Imagine there's a café in your neighborhood. A small, basement café barely large enough to hold a few booths, a few tables, and a counter. This café, though, has a bit of a poorly-kept secret, in that if you sit at one of the seats in the café, you can travel back in time. You can't leave the seat, you can't change the past, and you have to drink the coffee put in front of you before it gets cold, but you can travel back in time. What would you change? Obviously you'd be limited to people in the café, or people who have visited the café, but things can still be said, people you've visited with can be revisited, and, essentially, closure could be had.
This short book consists of four short stories set inside this café involving visitors and staff members who each discover a need to revisit the past. The four stories are different, but they're the same in that each person reaches some form of closure they need to move on in their lives.
I think I was expecting something different from the description here, and ultimately I was left with vague dissatisfaction, but not enough to really quit reading. You never find out some key points of how or why you can time travel in this café or any consequences for people who break the rules. The stories told were each nice enough, but I didn't really feel moved by any of them. I think I liked the second story the best and the fourth story the least, if we're keeping track.
It's not a bad read, and very quick, so don't let my vague annoyance dissuade you from giving it a try.
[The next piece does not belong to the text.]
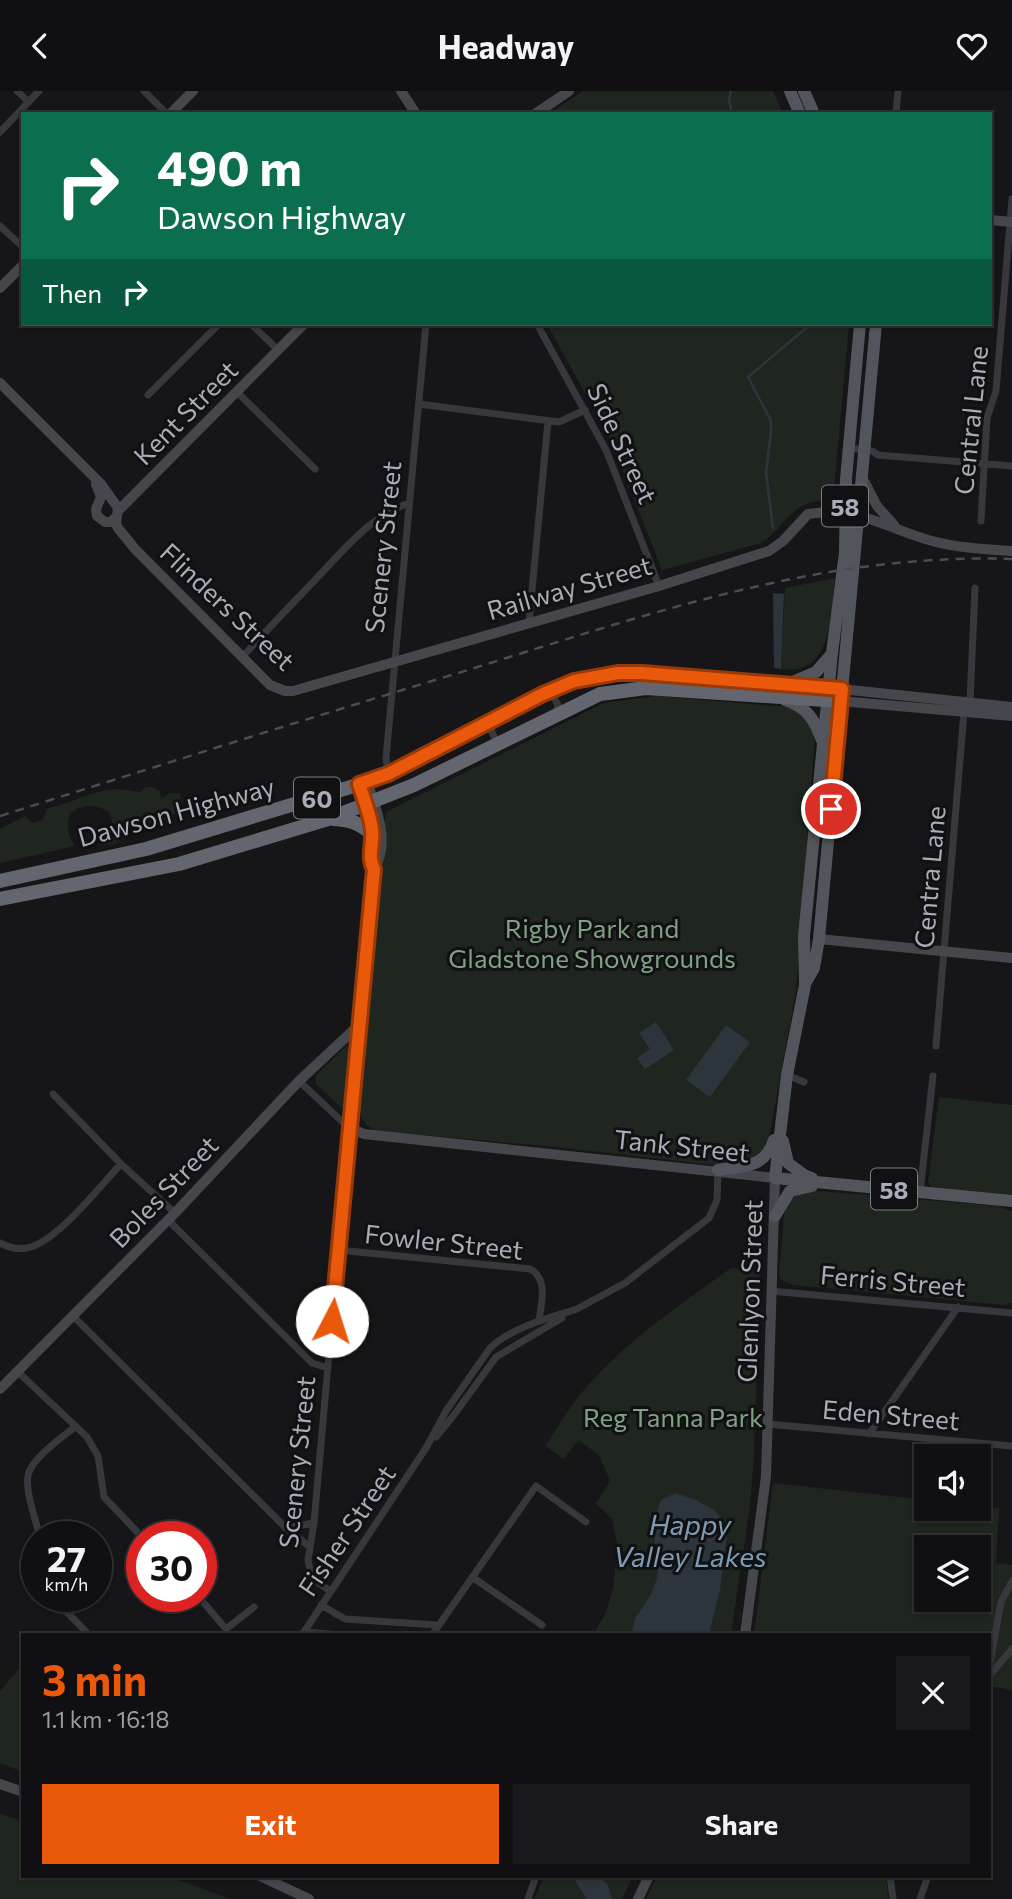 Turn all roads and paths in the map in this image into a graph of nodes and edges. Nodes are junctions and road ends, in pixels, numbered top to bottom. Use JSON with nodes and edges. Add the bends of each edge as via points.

I honestly wish I had a café (any café, with or without time travel) that was as cozy as this on sounds in my own neighborhood.
The language is beautifully spare but the meaning is sweet, contemplative, and all-encompassing.
The lasting feeling is almost Stoic: Focus on what we can change instead of what we can't change.
The Internal and External create change, but it's up to us how to interpret and incorporate that change into ourselves and our lives.
Love this book.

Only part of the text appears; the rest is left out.